[[ Data shown open ]]

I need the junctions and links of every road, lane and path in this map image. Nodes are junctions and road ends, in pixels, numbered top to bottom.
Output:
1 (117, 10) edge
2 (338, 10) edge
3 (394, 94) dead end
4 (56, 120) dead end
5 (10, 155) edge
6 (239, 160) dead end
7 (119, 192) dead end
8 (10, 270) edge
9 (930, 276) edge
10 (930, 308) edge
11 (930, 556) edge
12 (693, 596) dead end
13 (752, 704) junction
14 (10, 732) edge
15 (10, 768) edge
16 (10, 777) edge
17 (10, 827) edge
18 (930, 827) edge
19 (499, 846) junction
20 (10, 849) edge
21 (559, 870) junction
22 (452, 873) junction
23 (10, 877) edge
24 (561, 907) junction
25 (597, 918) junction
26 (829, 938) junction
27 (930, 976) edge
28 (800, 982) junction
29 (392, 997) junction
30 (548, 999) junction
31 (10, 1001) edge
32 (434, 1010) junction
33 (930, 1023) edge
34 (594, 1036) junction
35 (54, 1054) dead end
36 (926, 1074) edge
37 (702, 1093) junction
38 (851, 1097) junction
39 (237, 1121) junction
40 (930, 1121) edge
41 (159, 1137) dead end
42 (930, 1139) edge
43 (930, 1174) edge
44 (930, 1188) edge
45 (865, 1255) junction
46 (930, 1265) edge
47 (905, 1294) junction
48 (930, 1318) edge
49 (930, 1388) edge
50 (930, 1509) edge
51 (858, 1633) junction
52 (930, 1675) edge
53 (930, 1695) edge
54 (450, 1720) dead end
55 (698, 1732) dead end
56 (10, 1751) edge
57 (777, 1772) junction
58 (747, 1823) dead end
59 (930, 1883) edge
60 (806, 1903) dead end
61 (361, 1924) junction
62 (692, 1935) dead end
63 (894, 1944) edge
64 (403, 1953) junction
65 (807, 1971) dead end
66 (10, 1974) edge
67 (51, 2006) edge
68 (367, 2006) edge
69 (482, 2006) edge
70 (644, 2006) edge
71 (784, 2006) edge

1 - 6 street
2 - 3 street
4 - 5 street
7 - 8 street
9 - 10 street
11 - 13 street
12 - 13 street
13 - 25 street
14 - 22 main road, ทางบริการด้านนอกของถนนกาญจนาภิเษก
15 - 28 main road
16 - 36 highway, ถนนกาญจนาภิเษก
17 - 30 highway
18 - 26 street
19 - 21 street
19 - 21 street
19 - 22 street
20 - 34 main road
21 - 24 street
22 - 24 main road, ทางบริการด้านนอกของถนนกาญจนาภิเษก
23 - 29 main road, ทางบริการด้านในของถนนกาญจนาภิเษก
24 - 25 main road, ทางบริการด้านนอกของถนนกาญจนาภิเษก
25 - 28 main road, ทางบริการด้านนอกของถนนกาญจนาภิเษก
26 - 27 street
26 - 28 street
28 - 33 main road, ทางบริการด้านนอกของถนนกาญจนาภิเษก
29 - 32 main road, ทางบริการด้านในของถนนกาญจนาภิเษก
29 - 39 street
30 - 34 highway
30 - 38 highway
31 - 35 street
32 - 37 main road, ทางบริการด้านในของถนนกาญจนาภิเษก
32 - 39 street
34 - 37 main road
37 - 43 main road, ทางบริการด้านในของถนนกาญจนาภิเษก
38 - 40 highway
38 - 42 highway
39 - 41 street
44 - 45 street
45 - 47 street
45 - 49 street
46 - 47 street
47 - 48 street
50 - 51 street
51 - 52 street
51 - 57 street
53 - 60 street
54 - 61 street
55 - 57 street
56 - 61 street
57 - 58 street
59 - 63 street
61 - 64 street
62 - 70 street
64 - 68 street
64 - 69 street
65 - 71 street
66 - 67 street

[[ Data shown closed ]]
[[ Data shown open ]]

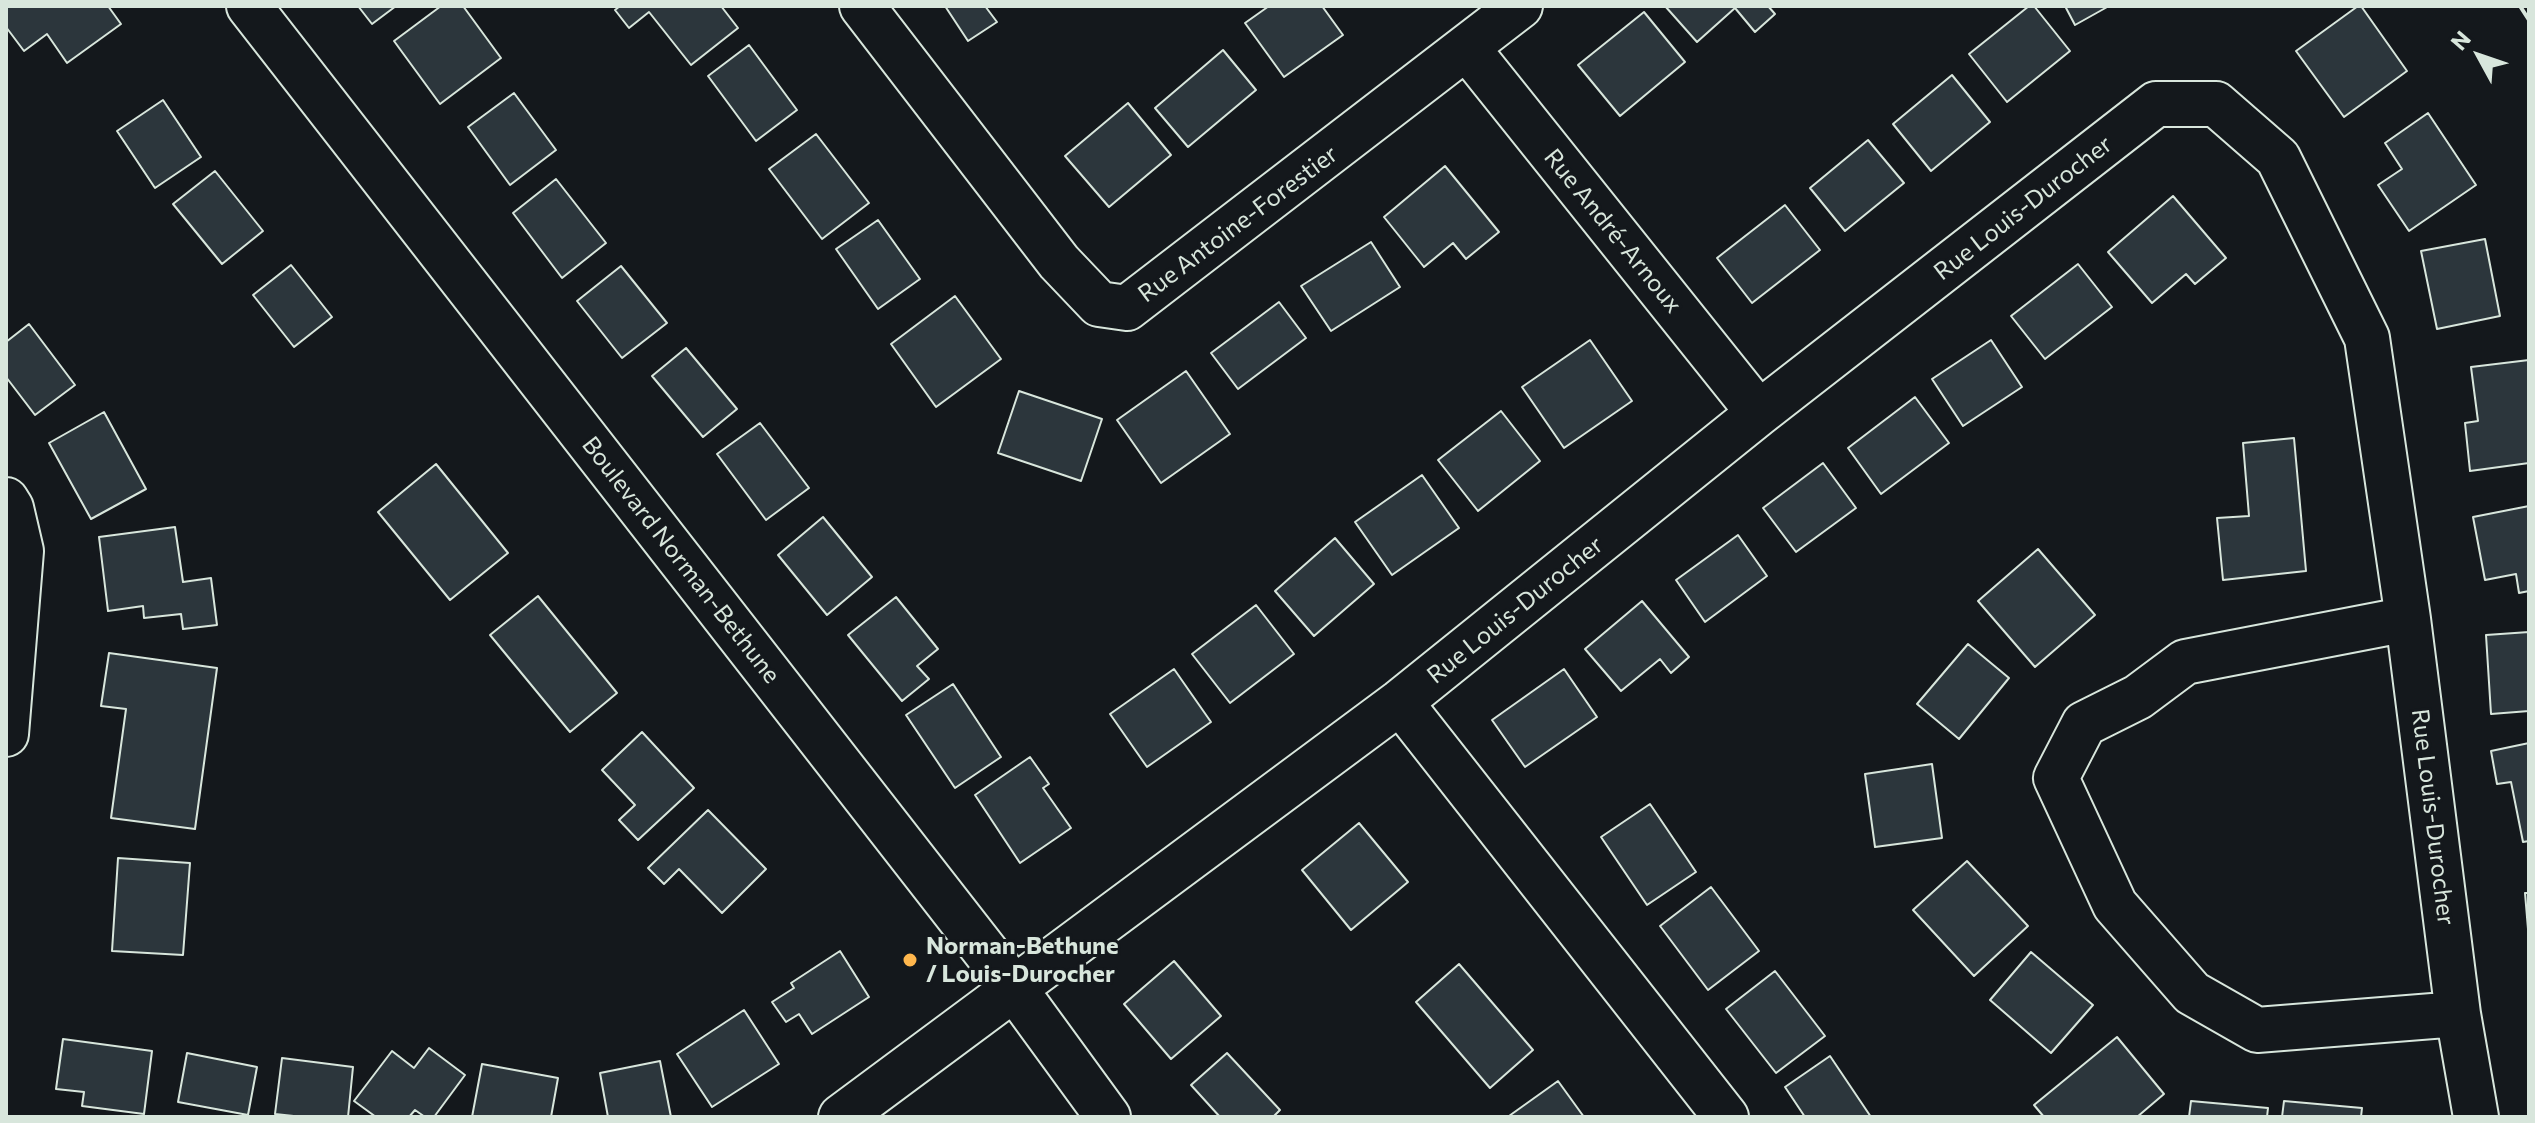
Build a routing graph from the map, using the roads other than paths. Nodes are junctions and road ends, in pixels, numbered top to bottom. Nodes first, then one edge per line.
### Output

[[ Data shown closed ]]

● Problem statement
Using the listing above, say how many of its lines contain "junctions", and give no other words.

● Answer below
2